→ Prompt: Every line in the listing is to be echoed verbatim.

***** Information supplied *****

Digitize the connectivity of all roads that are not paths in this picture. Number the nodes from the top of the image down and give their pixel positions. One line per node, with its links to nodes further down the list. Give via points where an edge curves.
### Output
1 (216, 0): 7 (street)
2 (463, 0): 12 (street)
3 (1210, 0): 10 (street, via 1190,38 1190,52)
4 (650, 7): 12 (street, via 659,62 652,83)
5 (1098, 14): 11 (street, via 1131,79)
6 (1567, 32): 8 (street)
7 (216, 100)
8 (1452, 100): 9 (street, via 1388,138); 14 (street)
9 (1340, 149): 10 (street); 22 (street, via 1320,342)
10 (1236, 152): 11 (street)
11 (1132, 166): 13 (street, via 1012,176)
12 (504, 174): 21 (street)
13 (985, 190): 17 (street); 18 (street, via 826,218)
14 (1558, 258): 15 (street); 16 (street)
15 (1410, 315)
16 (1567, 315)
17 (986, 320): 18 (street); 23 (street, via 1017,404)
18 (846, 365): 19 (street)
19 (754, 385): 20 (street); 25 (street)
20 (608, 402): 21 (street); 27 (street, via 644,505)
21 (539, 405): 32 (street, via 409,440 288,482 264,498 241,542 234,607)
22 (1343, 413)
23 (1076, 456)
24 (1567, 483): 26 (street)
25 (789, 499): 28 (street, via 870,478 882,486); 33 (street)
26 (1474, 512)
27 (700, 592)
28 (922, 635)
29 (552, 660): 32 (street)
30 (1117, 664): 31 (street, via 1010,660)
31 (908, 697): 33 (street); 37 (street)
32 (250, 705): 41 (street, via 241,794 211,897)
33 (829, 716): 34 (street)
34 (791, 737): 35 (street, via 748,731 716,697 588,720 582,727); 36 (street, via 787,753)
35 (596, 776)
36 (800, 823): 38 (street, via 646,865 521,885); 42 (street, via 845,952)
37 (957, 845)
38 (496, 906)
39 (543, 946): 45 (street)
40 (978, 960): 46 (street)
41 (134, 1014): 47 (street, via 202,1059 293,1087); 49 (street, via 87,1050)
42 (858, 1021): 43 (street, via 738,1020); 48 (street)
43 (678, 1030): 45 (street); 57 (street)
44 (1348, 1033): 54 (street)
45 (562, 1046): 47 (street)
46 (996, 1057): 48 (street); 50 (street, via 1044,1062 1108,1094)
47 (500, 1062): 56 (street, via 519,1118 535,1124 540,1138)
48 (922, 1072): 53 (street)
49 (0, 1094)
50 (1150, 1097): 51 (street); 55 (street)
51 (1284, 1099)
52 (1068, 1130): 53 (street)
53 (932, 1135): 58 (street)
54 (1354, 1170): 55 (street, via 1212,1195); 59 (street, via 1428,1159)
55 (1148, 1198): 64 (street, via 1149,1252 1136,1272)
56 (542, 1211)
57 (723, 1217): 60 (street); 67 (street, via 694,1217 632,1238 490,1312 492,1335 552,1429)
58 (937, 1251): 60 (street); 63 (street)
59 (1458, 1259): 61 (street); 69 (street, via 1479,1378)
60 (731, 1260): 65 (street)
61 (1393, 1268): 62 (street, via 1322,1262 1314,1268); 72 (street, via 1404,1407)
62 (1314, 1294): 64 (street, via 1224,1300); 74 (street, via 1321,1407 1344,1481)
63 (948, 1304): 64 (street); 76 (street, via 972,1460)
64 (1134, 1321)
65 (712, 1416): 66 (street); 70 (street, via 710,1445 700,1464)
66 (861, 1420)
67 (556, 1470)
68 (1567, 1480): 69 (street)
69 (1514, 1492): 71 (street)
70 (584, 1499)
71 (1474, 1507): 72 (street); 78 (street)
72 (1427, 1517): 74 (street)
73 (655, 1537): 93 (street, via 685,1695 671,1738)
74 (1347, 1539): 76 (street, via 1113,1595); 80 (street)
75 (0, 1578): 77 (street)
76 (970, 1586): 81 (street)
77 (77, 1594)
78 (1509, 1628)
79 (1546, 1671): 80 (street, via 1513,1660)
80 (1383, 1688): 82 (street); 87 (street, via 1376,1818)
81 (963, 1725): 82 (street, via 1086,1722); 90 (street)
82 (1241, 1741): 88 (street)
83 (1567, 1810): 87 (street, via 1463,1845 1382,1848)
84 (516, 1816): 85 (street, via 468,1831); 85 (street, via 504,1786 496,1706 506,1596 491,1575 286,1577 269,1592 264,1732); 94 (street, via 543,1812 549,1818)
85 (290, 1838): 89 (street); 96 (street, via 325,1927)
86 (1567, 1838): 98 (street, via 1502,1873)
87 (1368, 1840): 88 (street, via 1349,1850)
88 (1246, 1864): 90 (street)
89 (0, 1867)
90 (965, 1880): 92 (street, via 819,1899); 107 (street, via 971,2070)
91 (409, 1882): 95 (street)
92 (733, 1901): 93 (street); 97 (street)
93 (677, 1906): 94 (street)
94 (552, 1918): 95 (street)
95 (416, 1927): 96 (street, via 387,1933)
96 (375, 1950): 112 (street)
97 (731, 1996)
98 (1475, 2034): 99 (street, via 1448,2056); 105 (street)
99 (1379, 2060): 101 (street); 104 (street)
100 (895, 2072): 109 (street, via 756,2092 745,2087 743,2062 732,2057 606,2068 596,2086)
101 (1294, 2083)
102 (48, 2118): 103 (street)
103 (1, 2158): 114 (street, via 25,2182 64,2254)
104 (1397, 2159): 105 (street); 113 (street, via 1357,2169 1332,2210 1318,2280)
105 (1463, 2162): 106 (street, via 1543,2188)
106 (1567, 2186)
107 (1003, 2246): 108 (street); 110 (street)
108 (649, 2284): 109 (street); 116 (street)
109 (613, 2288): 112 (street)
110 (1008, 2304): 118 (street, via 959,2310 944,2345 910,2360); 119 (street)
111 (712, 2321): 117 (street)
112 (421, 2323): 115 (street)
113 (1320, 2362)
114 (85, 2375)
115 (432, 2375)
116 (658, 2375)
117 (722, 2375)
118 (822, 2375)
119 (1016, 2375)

*****

→ Response area:
Digitize the connectivity of all roads that are not paths in this picture. Number the nodes from the top of the image down and give their pixel positions. One line per node, with its links to nodes further down the list. Give via points where an edge curves.
### Output
1 (216, 0): 7 (street)
2 (463, 0): 12 (street)
3 (1210, 0): 10 (street, via 1190,38 1190,52)
4 (650, 7): 12 (street, via 659,62 652,83)
5 (1098, 14): 11 (street, via 1131,79)
6 (1567, 32): 8 (street)
7 (216, 100)
8 (1452, 100): 9 (street, via 1388,138); 14 (street)
9 (1340, 149): 10 (street); 22 (street, via 1320,342)
10 (1236, 152): 11 (street)
11 (1132, 166): 13 (street, via 1012,176)
12 (504, 174): 21 (street)
13 (985, 190): 17 (street); 18 (street, via 826,218)
14 (1558, 258): 15 (street); 16 (street)
15 (1410, 315)
16 (1567, 315)
17 (986, 320): 18 (street); 23 (street, via 1017,404)
18 (846, 365): 19 (street)
19 (754, 385): 20 (street); 25 (street)
20 (608, 402): 21 (street); 27 (street, via 644,505)
21 (539, 405): 32 (street, via 409,440 288,482 264,498 241,542 234,607)
22 (1343, 413)
23 (1076, 456)
24 (1567, 483): 26 (street)
25 (789, 499): 28 (street, via 870,478 882,486); 33 (street)
26 (1474, 512)
27 (700, 592)
28 (922, 635)
29 (552, 660): 32 (street)
30 (1117, 664): 31 (street, via 1010,660)
31 (908, 697): 33 (street); 37 (street)
32 (250, 705): 41 (street, via 241,794 211,897)
33 (829, 716): 34 (street)
34 (791, 737): 35 (street, via 748,731 716,697 588,720 582,727); 36 (street, via 787,753)
35 (596, 776)
36 (800, 823): 38 (street, via 646,865 521,885); 42 (street, via 845,952)
37 (957, 845)
38 (496, 906)
39 (543, 946): 45 (street)
40 (978, 960): 46 (street)
41 (134, 1014): 47 (street, via 202,1059 293,1087); 49 (street, via 87,1050)
42 (858, 1021): 43 (street, via 738,1020); 48 (street)
43 (678, 1030): 45 (street); 57 (street)
44 (1348, 1033): 54 (street)
45 (562, 1046): 47 (street)
46 (996, 1057): 48 (street); 50 (street, via 1044,1062 1108,1094)
47 (500, 1062): 56 (street, via 519,1118 535,1124 540,1138)
48 (922, 1072): 53 (street)
49 (0, 1094)
50 (1150, 1097): 51 (street); 55 (street)
51 (1284, 1099)
52 (1068, 1130): 53 (street)
53 (932, 1135): 58 (street)
54 (1354, 1170): 55 (street, via 1212,1195); 59 (street, via 1428,1159)
55 (1148, 1198): 64 (street, via 1149,1252 1136,1272)
56 (542, 1211)
57 (723, 1217): 60 (street); 67 (street, via 694,1217 632,1238 490,1312 492,1335 552,1429)
58 (937, 1251): 60 (street); 63 (street)
59 (1458, 1259): 61 (street); 69 (street, via 1479,1378)
60 (731, 1260): 65 (street)
61 (1393, 1268): 62 (street, via 1322,1262 1314,1268); 72 (street, via 1404,1407)
62 (1314, 1294): 64 (street, via 1224,1300); 74 (street, via 1321,1407 1344,1481)
63 (948, 1304): 64 (street); 76 (street, via 972,1460)
64 (1134, 1321)
65 (712, 1416): 66 (street); 70 (street, via 710,1445 700,1464)
66 (861, 1420)
67 (556, 1470)
68 (1567, 1480): 69 (street)
69 (1514, 1492): 71 (street)
70 (584, 1499)
71 (1474, 1507): 72 (street); 78 (street)
72 (1427, 1517): 74 (street)
73 (655, 1537): 93 (street, via 685,1695 671,1738)
74 (1347, 1539): 76 (street, via 1113,1595); 80 (street)
75 (0, 1578): 77 (street)
76 (970, 1586): 81 (street)
77 (77, 1594)
78 (1509, 1628)
79 (1546, 1671): 80 (street, via 1513,1660)
80 (1383, 1688): 82 (street); 87 (street, via 1376,1818)
81 (963, 1725): 82 (street, via 1086,1722); 90 (street)
82 (1241, 1741): 88 (street)
83 (1567, 1810): 87 (street, via 1463,1845 1382,1848)
84 (516, 1816): 85 (street, via 468,1831); 85 (street, via 504,1786 496,1706 506,1596 491,1575 286,1577 269,1592 264,1732); 94 (street, via 543,1812 549,1818)
85 (290, 1838): 89 (street); 96 (street, via 325,1927)
86 (1567, 1838): 98 (street, via 1502,1873)
87 (1368, 1840): 88 (street, via 1349,1850)
88 (1246, 1864): 90 (street)
89 (0, 1867)
90 (965, 1880): 92 (street, via 819,1899); 107 (street, via 971,2070)
91 (409, 1882): 95 (street)
92 (733, 1901): 93 (street); 97 (street)
93 (677, 1906): 94 (street)
94 (552, 1918): 95 (street)
95 (416, 1927): 96 (street, via 387,1933)
96 (375, 1950): 112 (street)
97 (731, 1996)
98 (1475, 2034): 99 (street, via 1448,2056); 105 (street)
99 (1379, 2060): 101 (street); 104 (street)
100 (895, 2072): 109 (street, via 756,2092 745,2087 743,2062 732,2057 606,2068 596,2086)
101 (1294, 2083)
102 (48, 2118): 103 (street)
103 (1, 2158): 114 (street, via 25,2182 64,2254)
104 (1397, 2159): 105 (street); 113 (street, via 1357,2169 1332,2210 1318,2280)
105 (1463, 2162): 106 (street, via 1543,2188)
106 (1567, 2186)
107 (1003, 2246): 108 (street); 110 (street)
108 (649, 2284): 109 (street); 116 (street)
109 (613, 2288): 112 (street)
110 (1008, 2304): 118 (street, via 959,2310 944,2345 910,2360); 119 (street)
111 (712, 2321): 117 (street)
112 (421, 2323): 115 (street)
113 (1320, 2362)
114 (85, 2375)
115 (432, 2375)
116 (658, 2375)
117 (722, 2375)
118 (822, 2375)
119 (1016, 2375)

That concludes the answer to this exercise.